Yakın tarihli bilimsel çalışmalar, yağlı yiyeceklerin bizde oluşturduğu tatmin duygusunun, yağın gerçek lezzeti ile değil ağzımızda bıraktığı hisle doğru orantılı olduğunu söylüyor. Tuzsuz eritilmiş bir tereyağı içtiğinizi hayal edin. Birde sıcak tostun üzerinde soğuyan tereyağını hayal edin.
Kahve ve yağ ikilisi de bu şekilde bir tatmin duygusuna ulaşmamızı sağlayabiliyor. Bu nedenle yağ, dengeli bir fincan kahveyi arka plana atsa da halen tercih sebebi.
Yağın bir diğer özelliği ise, belirli tatları etkisizleştirirken diğerlerini ön plana çıkarmasıdır.
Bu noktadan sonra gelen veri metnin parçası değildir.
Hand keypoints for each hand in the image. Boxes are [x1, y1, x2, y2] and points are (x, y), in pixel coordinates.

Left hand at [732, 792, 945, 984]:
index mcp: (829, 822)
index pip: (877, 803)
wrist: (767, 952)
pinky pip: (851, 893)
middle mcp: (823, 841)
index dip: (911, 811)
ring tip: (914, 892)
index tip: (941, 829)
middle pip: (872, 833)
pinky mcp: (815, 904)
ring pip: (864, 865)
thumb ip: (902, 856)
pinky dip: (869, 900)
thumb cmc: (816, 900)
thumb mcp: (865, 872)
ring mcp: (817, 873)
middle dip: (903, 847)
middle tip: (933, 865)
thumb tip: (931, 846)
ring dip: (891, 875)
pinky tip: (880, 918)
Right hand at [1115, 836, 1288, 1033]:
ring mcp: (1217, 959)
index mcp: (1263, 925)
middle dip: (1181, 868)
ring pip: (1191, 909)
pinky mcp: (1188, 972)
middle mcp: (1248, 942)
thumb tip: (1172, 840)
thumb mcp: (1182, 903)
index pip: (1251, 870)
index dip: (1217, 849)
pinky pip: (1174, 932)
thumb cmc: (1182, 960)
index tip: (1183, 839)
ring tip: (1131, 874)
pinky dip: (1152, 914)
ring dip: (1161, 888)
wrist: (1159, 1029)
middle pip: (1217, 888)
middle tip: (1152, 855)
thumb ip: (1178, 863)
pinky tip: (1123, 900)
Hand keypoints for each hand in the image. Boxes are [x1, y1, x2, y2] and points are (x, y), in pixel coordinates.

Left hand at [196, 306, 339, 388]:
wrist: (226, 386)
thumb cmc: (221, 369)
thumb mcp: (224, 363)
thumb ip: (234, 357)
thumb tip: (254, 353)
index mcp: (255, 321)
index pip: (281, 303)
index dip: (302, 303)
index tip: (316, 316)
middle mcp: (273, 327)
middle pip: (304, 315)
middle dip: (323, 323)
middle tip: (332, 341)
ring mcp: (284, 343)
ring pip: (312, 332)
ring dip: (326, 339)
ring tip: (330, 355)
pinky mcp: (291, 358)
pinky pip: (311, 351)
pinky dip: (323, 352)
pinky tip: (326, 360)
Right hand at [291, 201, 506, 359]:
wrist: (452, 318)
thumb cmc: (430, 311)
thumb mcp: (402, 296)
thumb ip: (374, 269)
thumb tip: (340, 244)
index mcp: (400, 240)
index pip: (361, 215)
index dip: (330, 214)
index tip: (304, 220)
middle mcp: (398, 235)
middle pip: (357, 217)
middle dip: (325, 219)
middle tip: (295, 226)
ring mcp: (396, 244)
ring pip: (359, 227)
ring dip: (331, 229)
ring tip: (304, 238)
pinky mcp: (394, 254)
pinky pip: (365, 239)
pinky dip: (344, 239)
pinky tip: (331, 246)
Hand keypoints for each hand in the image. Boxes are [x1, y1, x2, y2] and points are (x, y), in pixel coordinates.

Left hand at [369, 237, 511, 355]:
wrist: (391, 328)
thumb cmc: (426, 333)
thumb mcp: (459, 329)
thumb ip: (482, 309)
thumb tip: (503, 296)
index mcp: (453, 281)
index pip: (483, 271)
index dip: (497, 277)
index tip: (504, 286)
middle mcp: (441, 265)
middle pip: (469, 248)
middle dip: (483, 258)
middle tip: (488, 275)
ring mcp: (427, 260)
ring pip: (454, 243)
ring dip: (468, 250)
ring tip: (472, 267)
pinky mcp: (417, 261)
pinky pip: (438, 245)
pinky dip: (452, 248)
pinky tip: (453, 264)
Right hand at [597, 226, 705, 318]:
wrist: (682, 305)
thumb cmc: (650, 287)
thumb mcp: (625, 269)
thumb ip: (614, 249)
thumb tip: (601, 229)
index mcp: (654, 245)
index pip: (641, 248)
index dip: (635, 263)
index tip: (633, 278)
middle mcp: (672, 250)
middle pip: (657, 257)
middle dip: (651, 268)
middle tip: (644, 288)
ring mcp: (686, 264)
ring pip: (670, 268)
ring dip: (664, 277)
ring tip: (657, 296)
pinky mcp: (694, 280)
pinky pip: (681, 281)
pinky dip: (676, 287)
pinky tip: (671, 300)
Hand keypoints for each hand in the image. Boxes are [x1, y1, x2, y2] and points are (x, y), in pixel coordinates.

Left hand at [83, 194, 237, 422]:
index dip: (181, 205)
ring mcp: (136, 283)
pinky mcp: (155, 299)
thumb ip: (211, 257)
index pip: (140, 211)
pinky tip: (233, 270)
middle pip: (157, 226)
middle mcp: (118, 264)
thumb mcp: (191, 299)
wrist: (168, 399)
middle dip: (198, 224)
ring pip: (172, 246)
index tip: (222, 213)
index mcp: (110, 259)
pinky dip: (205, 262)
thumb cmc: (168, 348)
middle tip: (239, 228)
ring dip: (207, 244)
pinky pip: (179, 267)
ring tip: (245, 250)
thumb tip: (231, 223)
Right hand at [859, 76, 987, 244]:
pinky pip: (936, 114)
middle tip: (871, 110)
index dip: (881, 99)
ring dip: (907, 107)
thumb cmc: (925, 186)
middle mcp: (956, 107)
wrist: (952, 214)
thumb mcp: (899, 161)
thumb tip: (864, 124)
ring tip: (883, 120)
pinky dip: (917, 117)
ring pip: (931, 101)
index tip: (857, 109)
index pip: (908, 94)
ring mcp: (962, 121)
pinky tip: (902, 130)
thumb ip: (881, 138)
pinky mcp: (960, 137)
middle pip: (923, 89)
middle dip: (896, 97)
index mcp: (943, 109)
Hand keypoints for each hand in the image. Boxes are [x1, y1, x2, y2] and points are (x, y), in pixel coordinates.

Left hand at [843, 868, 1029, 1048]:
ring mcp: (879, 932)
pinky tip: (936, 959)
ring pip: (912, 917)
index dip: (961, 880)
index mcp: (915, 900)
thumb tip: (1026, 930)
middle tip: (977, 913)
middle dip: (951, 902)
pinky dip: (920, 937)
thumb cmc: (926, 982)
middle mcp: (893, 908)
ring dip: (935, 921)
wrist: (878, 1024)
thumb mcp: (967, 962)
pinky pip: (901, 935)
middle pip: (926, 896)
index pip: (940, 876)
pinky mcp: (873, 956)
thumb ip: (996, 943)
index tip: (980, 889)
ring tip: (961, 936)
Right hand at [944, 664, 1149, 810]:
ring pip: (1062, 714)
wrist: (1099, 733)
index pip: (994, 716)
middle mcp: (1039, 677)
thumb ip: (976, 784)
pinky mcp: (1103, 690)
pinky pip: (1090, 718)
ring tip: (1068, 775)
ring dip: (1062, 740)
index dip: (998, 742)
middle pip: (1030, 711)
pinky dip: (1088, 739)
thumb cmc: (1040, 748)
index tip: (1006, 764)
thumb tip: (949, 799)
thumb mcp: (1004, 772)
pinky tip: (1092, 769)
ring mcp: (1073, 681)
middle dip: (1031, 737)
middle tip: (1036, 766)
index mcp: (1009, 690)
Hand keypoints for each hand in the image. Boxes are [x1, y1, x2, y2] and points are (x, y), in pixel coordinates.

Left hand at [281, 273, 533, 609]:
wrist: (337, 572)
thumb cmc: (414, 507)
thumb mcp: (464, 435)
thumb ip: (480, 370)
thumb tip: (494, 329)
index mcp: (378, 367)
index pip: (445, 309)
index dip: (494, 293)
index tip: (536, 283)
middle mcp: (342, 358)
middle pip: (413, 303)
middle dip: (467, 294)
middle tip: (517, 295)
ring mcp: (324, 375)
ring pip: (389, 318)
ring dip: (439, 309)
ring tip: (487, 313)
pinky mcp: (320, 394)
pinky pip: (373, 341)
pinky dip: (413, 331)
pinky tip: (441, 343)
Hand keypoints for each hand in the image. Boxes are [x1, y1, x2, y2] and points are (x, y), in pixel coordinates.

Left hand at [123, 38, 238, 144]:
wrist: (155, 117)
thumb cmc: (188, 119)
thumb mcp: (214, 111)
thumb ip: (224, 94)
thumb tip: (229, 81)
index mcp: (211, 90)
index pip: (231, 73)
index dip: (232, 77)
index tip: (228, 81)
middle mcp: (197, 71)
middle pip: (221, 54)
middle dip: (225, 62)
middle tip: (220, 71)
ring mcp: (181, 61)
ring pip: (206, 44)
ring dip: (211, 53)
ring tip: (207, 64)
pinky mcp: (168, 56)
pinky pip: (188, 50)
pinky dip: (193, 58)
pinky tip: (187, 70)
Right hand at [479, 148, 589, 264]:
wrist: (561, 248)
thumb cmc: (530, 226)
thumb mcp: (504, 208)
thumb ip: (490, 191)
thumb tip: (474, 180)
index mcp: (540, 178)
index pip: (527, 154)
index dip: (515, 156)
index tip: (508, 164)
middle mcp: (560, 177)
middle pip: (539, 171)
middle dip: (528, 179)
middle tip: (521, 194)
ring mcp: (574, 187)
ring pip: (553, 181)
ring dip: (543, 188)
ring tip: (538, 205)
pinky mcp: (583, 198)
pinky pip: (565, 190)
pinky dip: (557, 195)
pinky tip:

Örneğin, kiraz, yağ ile birlikte yoğunluğunu kaybederken, vanilya, yağ ile birlikte olduğundan daha yoğun bir forma kavuşur.
Barista Sütü
Barista sütü, genel olarak kahveyle birlikte kullanılmak üzere tasarlanmış bir süt türüdür. Bu nedenle, daha yüksek protein içeriği (dengeli bir köpük için) , daha az yağ (kahvenin tadım notalarını daha fazla ortaya çıkarmak için) , belirli miktarda laktoz içeriği ise kahvenin tadım profilini dengeli kılmak için uygun olabilir.
Sonuç olarak, tıpkı kahvede olduğu gibi sütün tadı da son derece öznel bir değerlendirme. Kafenizde hangi sütü tercih edeceğinize karar vermek, neredeyse çekirdek seçimi kadar büyük bir karar. Sütün farklı bileşenleri hakkında derinlemesine bilgi sahibi olarak, bu kararı tahmine dayalı olmaktan çıkarabilirsiniz.